▶ _TASK DATA_
----
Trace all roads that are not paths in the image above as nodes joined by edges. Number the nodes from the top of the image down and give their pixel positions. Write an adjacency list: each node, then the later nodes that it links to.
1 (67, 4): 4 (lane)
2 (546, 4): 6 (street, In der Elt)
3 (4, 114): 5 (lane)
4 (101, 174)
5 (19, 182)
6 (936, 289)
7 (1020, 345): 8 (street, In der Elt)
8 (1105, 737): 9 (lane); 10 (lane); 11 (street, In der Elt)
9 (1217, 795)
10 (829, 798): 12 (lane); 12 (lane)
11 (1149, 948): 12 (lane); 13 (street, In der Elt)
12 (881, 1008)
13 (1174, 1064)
----
▶ _ACTIVITY_
Each line of the material should be repeated exactly as it reads.

▶ _ANSWER BOX_
Trace all roads that are not paths in the image above as nodes joined by edges. Number the nodes from the top of the image down and give their pixel positions. Write an adjacency list: each node, then the later nodes that it links to.
1 (67, 4): 4 (lane)
2 (546, 4): 6 (street, In der Elt)
3 (4, 114): 5 (lane)
4 (101, 174)
5 (19, 182)
6 (936, 289)
7 (1020, 345): 8 (street, In der Elt)
8 (1105, 737): 9 (lane); 10 (lane); 11 (street, In der Elt)
9 (1217, 795)
10 (829, 798): 12 (lane); 12 (lane)
11 (1149, 948): 12 (lane); 13 (street, In der Elt)
12 (881, 1008)
13 (1174, 1064)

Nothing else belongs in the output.